= Tserendorj Amarjargal =

Mongolian boxer (born 1964)

Tserendorj Amarjargal (born June 25, 1964) is a boxer from Mongolia, who competed in the featherweight (- 57 kg) division at the 1988 Summer Olympics.

At the 1988 Olympics, he lost his opening bout to Jamie Pagendam of Canada in unusual circumstances. In the second round, Tserendorj was give a standing-8 count. Pagendam was subsequently knocked down once in the second round, then climbed off the floor and soon knocked down Tserendorj. After that, Ivorian referee Joseph Lougbo gave another standing-8 count against the Mongolian, which should have terminated the bout, according to international rules. In the third round, however, Pagendam was rocked by a punch to the head by Tserendorj, and Lougbo stopped the bout, awarding the Mongolian the win. Afterwards, Canada protested, contending that Pagendam had actually won the bout in the second round. The protest was upheld, and AIBA announced that the referee was suspended for the rest of the Games. Later however, the Canadians were informed that although Pagendam was the winner of the bout, he could not continue in the tournament for medical reasons. According to AIBA rules, fighters whose bouts are stopped because of head blows may not fight again for 60 days.

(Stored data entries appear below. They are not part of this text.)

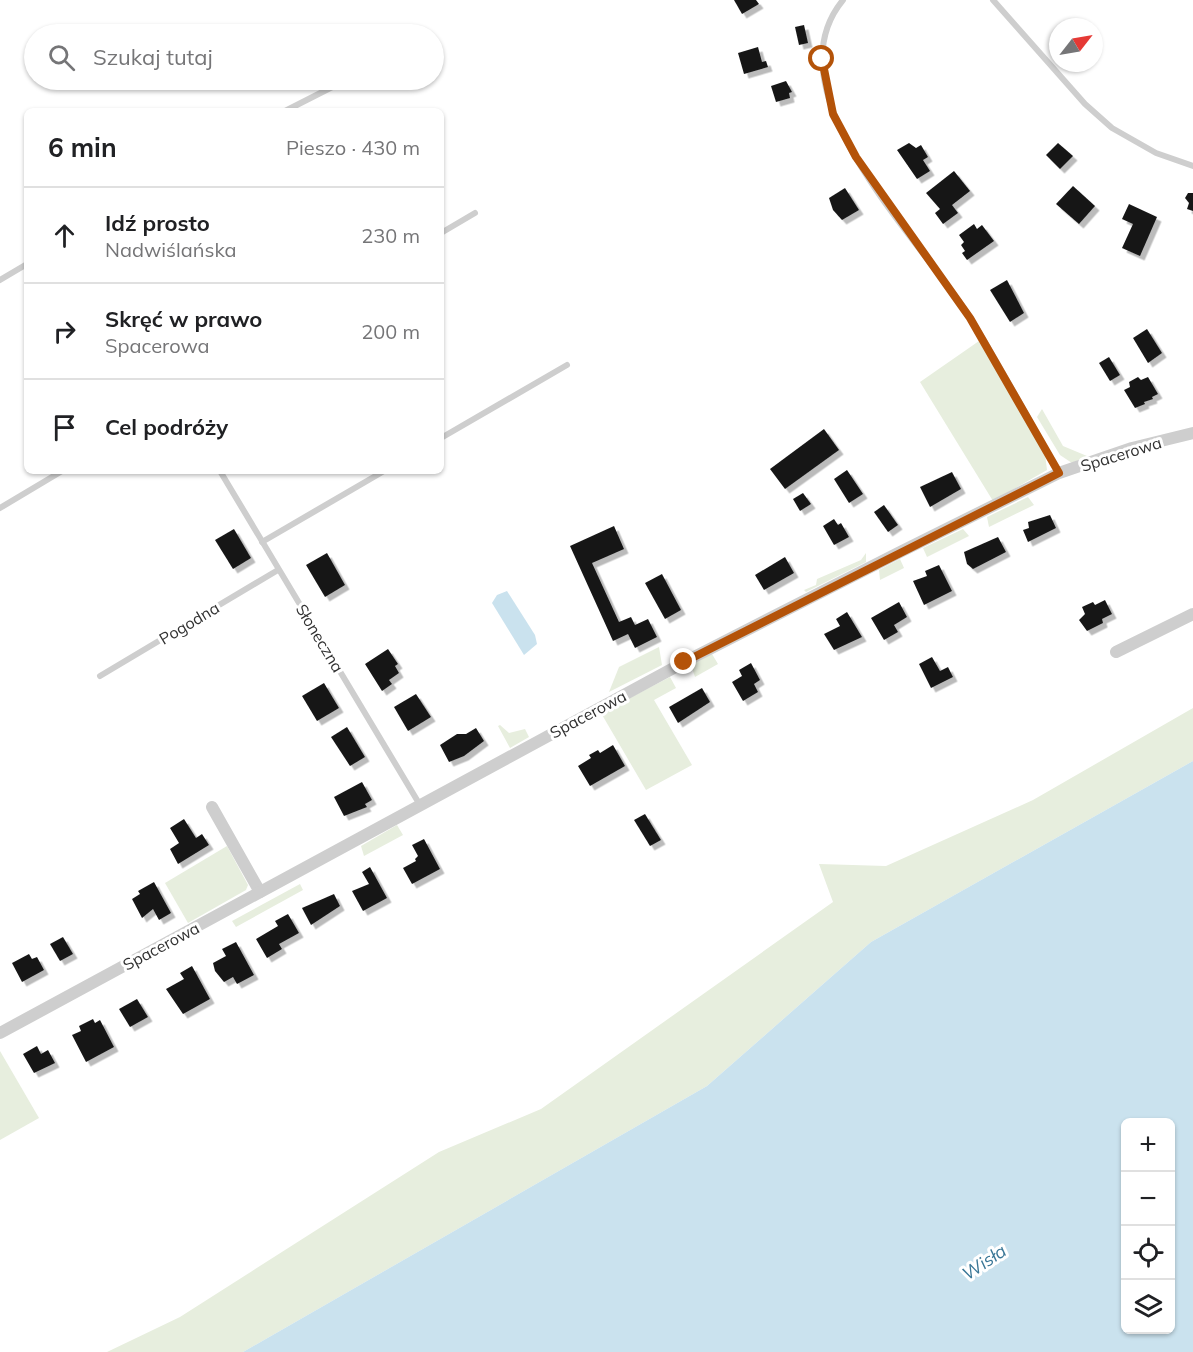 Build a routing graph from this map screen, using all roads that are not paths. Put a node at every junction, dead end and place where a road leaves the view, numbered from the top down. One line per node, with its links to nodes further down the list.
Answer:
1 (843, 0): 13 (lane)
2 (993, 0): 5 (lane)
3 (326, 90): 4 (lane)
4 (291, 108)
5 (1193, 166)
6 (475, 213): 7 (lane)
7 (444, 231)
8 (24, 266): 9 (lane)
9 (0, 280)
10 (567, 365): 12 (lane)
11 (1193, 433): 13 (street, Spacerowa)
12 (444, 436)
13 (1059, 473): 23 (street, Spacerowa)
14 (57, 474): 17 (lane)
15 (222, 474): 18 (lane, Słoneczna)
16 (379, 474): 18 (lane)
17 (0, 508)
18 (262, 542): 19 (lane, Słoneczna)
19 (278, 570): 22 (lane, Pogodna); 23 (lane, Słoneczna)
20 (1193, 615): 21 (street)
21 (1116, 652)
22 (100, 676)
23 (420, 805): 25 (street, Spacerowa)
24 (212, 807): 25 (street)
25 (260, 892): 26 (street, Spacerowa)
26 (0, 1033)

Tserendorj also represented Mongolia in the bantamweight (- 54 kg) division at the 1984 Friendship Games in Havana, losing his opening bout to Tibor Botos of Hungary as well as at the 1986 Goodwill Games in Moscow, where he lost his first fight to Bernard Price of the United States. At the 1989 World Amateur Boxing Championships in Moscow, he lost his opening bout in the featherweight division to eventual bronze medalist James Nicolson of Australia.